» **The task**
Using the data that follows, give the number of lines where the string "Fasanenweg" occurs, and nothing else.

---- Working data

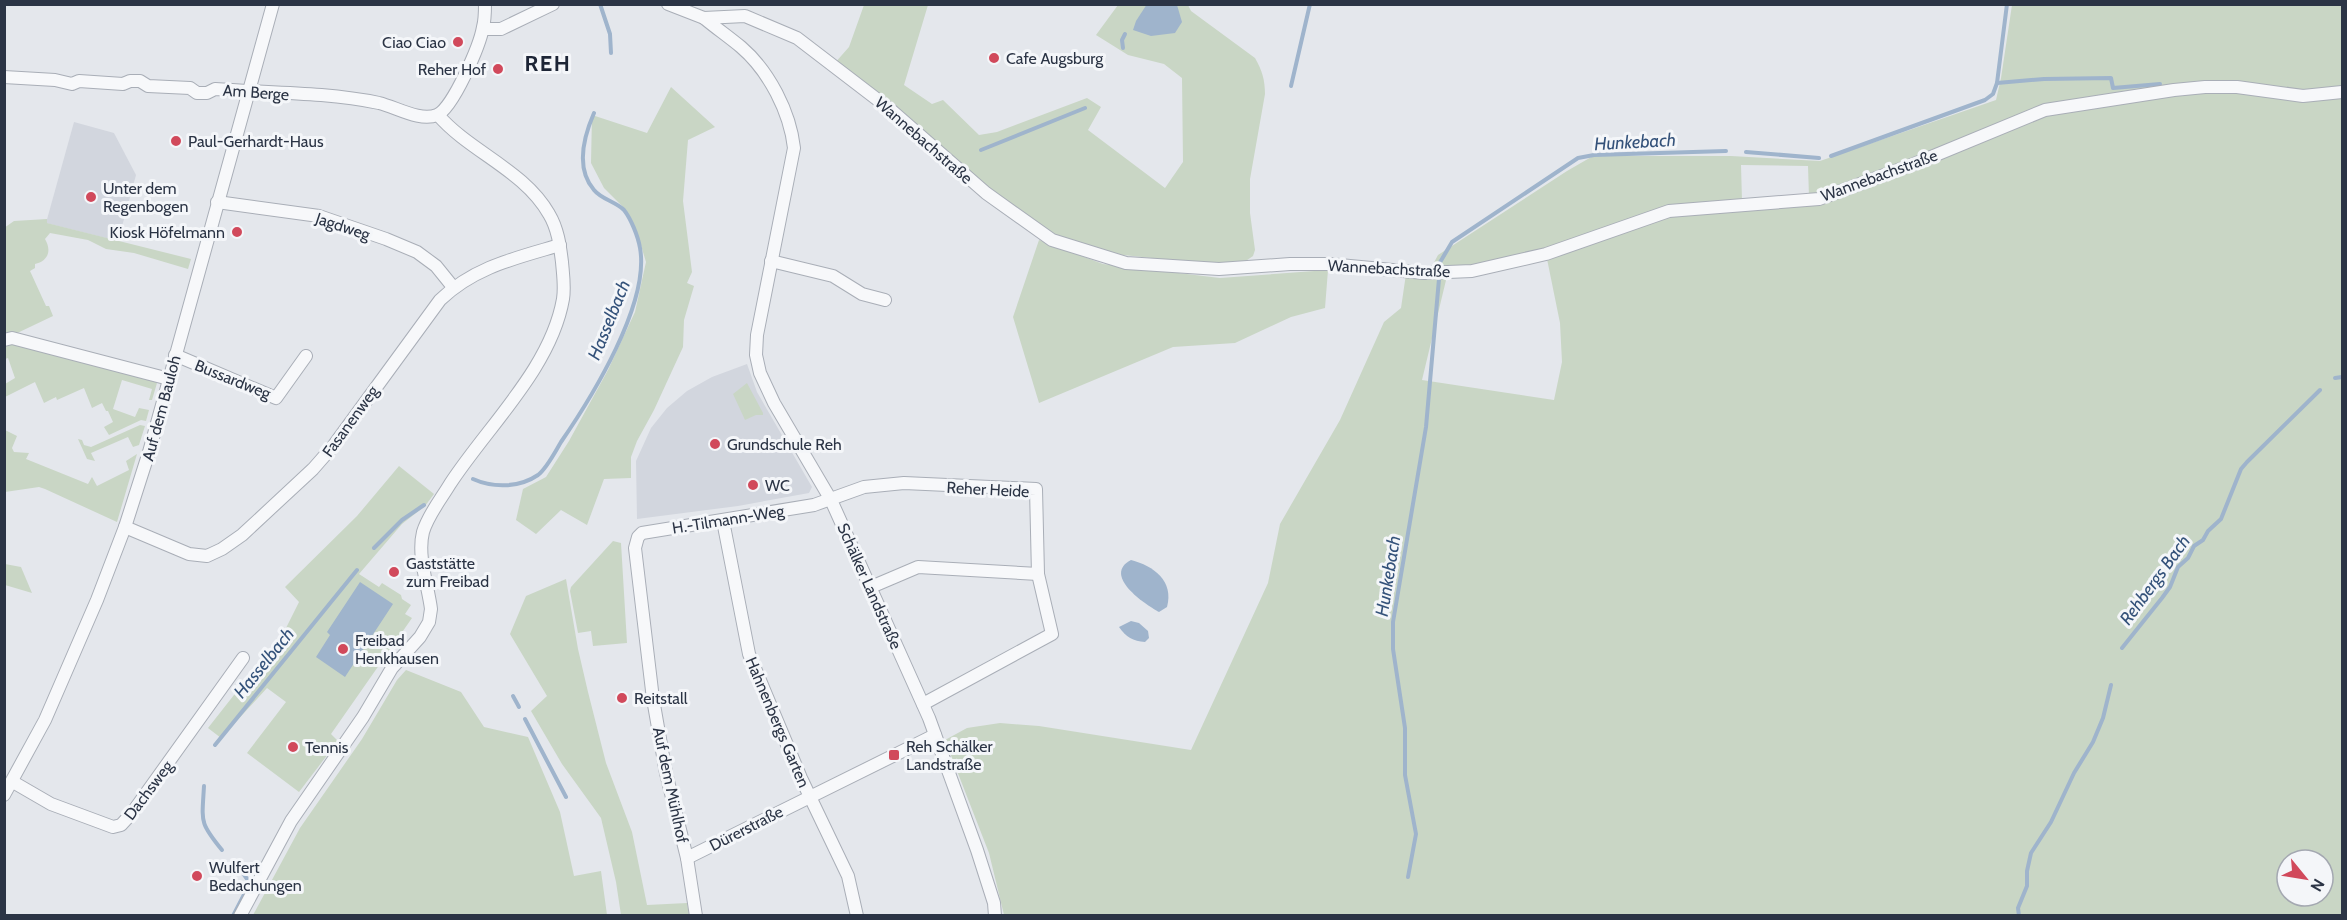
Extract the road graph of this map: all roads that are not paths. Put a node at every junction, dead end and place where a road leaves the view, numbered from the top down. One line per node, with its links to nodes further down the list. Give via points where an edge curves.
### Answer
1 (273, 4): 8 (street, Auf dem Bauloh)
2 (485, 4): 6 (street)
3 (553, 4): 6 (street, via 501,29)
4 (668, 4): 5 (street, Wannebachstraße)
5 (704, 18): 9 (street, Wannebachstraße, via 745,16 796,38 891,110 986,193 1052,240 1126,263 1220,269 1329,264 1424,273 1472,271 1546,254 1669,211 1820,199 2045,110 2205,87 2303,96); 13 (street, Schälker Landstraße, via 743,49 755,64 773,87 792,129 794,148)
6 (483, 29): 10 (street, via 453,97)
7 (4, 77): 8 (street, Am Berge, via 72,84 140,81 148,86 190,88 197,93 215,89)
8 (249, 91): 10 (street, Am Berge, via 332,94 427,117); 11 (street, Auf dem Bauloh)
9 (2343, 92)
10 (438, 115): 12 (street, via 458,135 523,183 549,213)
11 (217, 202): 14 (street, Jagdweg, via 319,216 386,239 417,252 436,266); 17 (street, Auf dem Bauloh)
12 (560, 245): 14 (street, Fasanenweg, via 491,265); 33 (street, via 563,299 542,354 453,479 424,528 422,556 431,609 429,622 392,668 358,725 291,820)
13 (771, 261): 15 (street, via 833,276 862,294); 20 (street, Schälker Landstraße, via 757,335 758,367 774,403)
14 (453, 287): 22 (street, Fasanenweg, via 314,470 242,535 207,556 189,554)
15 (885, 300)
16 (4, 340): 19 (street, via 12,338)
17 (176, 355): 18 (street, Bussardweg, via 276,398); 19 (street, Auf dem Bauloh)
18 (306, 356)
19 (169, 379): 22 (street, Auf dem Bauloh)
20 (831, 500): 21 (street, H.-Tilmann-Weg); 24 (street, Reher Heide, via 864,487 904,483 1036,489); 25 (street, Schälker Landstraße)
21 (723, 521): 23 (street, H.-Tilmann-Weg, via 648,531 638,537); 31 (street, Hahnenbergs Garten, via 749,654)
22 (125, 527): 29 (street, Auf dem Bauloh, via 98,600)
23 (635, 548): 32 (street, Auf dem Mühlhof, via 653,699)
24 (1038, 574): 25 (street, via 918,567); 27 (street, Reher Heide, via 1052,634)
25 (871, 587): 27 (street, Schälker Landstraße)
26 (243, 658): 29 (street, Dachsweg, via 121,825 113,827 51,804)
27 (923, 704): 28 (street, Schälker Landstraße)
28 (935, 735): 31 (street, Dürerstraße); 36 (street, Schälker Landstraße, via 977,850)
29 (13, 782): 30 (street, Auf dem Bauloh)
30 (4, 795)
31 (810, 796): 32 (street, Dürerstraße); 35 (street, Hahnenbergs Garten, via 848,876)
32 (687, 858): 34 (street, Auf dem Mühlhof)
33 (240, 915)
34 (696, 915)
35 (857, 915)
36 (995, 915)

--------

» **The answer**
2